Our annual survey of rates of return on common equity authorized by state public utility commissions in recent rate cases for electric and gas retail distribution utilities.
What everybody missed in setting up the regional grids.
While the electric utility industry has largely agreed on what elements to include in a standard market design (SMD) to govern wholesale power trading in a given region, recent experience shows that the regulators from time to time have overlooked a number of things.
These omissions keep cropping up even in the most successful of the regional markets (New York, New England, and PJM in the mid-Atlantic). They are proving difficult to correct or reconcile for the various independent system operators (ISOs) and regional transmission organizations (RTOs) spread out across the country. And the Federal Energy Regulatory Commission (FERC) has not issued much in the way of guidance.
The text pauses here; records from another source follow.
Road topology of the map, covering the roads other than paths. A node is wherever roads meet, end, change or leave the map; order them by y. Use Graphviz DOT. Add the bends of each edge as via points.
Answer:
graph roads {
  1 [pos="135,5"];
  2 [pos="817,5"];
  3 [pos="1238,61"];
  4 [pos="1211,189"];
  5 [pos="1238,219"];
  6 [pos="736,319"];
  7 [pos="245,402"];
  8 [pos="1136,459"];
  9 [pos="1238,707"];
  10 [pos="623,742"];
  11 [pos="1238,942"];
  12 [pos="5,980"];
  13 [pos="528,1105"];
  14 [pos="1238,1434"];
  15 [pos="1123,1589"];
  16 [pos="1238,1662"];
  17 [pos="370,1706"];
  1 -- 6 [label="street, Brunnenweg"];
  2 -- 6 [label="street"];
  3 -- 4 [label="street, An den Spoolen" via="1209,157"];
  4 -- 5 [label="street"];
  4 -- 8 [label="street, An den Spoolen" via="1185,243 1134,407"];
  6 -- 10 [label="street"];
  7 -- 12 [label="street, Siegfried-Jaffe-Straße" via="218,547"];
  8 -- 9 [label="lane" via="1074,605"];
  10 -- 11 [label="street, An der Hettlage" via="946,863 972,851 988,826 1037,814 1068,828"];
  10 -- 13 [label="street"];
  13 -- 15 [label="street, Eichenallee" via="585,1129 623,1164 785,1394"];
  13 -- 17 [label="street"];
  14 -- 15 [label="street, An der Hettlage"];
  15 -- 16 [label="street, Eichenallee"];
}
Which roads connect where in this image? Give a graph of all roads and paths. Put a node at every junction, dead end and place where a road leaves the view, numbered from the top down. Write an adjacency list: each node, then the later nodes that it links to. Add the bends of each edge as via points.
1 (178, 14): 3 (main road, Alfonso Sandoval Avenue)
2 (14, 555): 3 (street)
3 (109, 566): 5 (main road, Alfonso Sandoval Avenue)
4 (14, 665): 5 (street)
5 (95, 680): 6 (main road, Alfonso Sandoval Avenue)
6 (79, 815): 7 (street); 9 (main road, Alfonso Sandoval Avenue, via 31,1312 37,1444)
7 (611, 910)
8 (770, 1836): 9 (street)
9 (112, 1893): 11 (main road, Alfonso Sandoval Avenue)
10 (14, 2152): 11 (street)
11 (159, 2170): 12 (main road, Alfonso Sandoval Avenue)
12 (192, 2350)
Consider a brief sample of three nagging questions-"holes" in the market, if you will, that few people fully anticipated. These problems undermine the cost efficiencies that we looked for under a market regime, but by no means do they take us to the end of the list:
The Gen Plant Rate Case.
Despite having "deregulated" the generation sector, RTOs now find themselves conducting virtual rate cases for power plants in an effort to set a value for capacity. RTOs can be seen gathering evidence and reviewing all manner of actual and hypothetical costs and inputs for the gen sector, such as labor, taxes, fuel, insurance, maintenance, heat rates, and efficiency profiles. What can be done?
Must-Run Gen Costs.
Who should pay the steep and unpredictable reliability must-run (RMR) costs that RTOs incur in real-time to dispatch "regulatory must-run" power plants to erase deviations from day-ahead schedules and stabilize the grid?
Gen Plant Retirements.
With Order No. 2003, FERC has mandated procedures to get new plants interconnected with the grid, but how do we decide when to retire a plant? Who signs off on that? It may seem to be a simple matter, but RTOs can wreck incentives for new investments if they don't take care in managing these retirements.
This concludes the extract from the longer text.